TASK DATA →
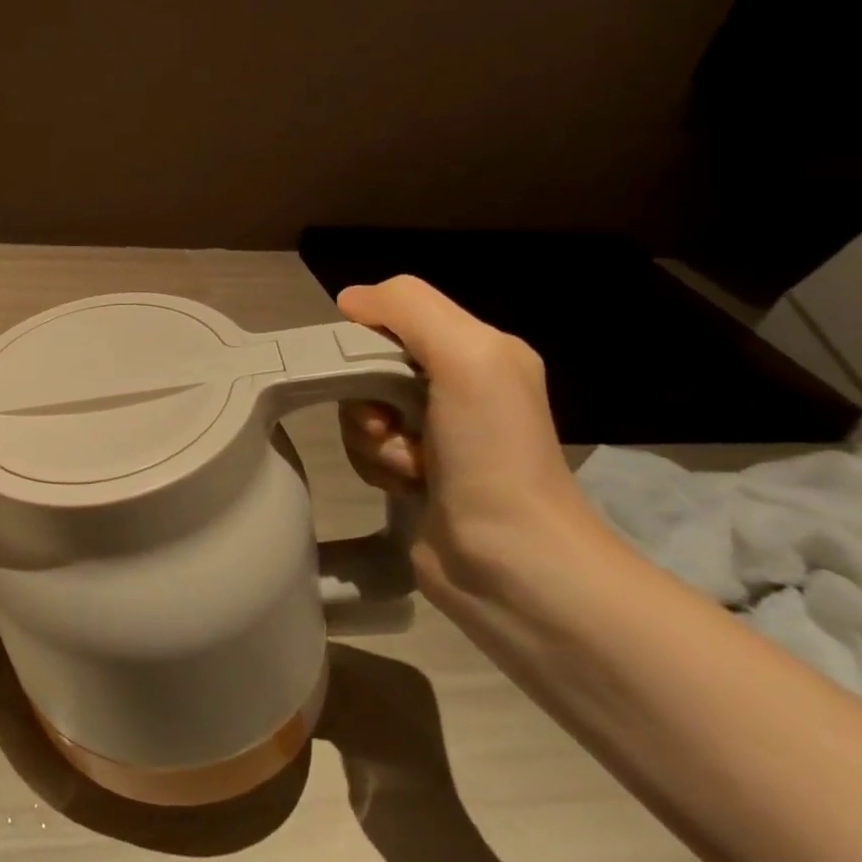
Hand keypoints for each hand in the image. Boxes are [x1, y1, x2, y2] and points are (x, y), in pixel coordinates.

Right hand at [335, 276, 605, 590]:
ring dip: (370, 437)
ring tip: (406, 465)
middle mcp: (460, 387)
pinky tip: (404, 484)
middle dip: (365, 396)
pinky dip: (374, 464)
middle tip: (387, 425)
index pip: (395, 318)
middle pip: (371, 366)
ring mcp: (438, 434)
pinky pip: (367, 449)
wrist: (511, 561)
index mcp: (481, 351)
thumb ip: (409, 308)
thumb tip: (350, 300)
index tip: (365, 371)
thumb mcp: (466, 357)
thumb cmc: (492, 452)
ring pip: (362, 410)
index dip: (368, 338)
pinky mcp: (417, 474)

---

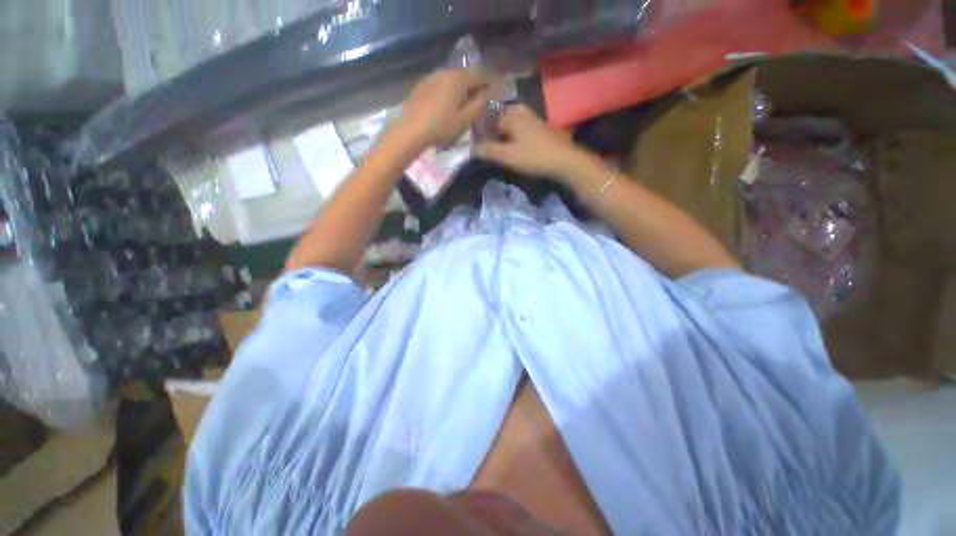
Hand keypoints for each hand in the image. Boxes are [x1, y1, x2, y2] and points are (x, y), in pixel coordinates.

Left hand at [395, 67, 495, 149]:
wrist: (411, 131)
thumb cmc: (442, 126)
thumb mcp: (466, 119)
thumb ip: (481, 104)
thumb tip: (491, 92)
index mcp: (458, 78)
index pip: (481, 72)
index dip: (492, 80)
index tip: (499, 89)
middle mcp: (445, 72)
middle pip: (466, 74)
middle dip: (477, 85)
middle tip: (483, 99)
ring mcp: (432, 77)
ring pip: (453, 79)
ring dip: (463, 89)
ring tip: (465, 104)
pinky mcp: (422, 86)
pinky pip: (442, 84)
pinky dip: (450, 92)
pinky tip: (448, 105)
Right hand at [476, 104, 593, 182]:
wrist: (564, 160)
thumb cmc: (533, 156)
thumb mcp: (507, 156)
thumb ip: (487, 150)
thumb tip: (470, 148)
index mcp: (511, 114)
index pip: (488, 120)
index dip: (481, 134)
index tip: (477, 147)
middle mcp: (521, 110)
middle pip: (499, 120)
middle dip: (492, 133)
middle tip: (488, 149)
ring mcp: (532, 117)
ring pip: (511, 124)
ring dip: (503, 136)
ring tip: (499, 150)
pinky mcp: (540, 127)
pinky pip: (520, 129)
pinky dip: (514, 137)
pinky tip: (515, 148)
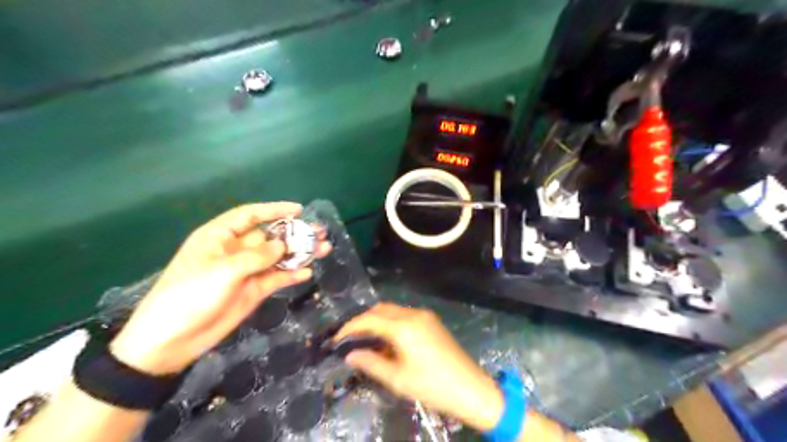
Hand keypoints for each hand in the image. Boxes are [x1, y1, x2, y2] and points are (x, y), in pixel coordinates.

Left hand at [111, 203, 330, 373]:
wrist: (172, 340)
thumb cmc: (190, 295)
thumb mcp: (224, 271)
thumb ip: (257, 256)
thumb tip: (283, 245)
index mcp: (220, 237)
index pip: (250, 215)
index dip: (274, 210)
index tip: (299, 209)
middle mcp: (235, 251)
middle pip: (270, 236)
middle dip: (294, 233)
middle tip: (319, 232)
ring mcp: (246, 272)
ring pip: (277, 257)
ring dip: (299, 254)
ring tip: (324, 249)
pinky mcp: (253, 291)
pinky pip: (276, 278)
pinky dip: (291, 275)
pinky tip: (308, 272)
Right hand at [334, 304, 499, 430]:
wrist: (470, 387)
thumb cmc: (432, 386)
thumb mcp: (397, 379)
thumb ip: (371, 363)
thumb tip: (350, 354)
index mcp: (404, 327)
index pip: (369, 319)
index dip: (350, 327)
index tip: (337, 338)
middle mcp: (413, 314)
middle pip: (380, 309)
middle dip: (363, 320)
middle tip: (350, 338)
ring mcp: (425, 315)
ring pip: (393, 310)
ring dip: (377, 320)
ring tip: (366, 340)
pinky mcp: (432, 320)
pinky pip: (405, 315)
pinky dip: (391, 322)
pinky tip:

HOW TO COMPLETE THIS TASK → In the listing above, find the line with "middle tip: (483, 99)" and the line with "index pip: (488, 120)"; output exactly those lines and all lines between them.

EXERCISE RESULT →
middle tip: (483, 99)
ring mcp: (432, 77)
ring pip: (453, 79)
ring dip: (463, 89)
ring tip: (465, 104)
pinky mcp: (422, 86)
pinky pip: (442, 84)
pinky dip: (450, 92)
pinky tip: (448, 105)
Right hand at [476, 104, 593, 182]:
wrist: (564, 160)
thumb cmc: (533, 156)
thumb mcp: (507, 156)
thumb ip: (487, 150)
thumb tip: (470, 148)
index mcp: (511, 114)
index pip: (488, 120)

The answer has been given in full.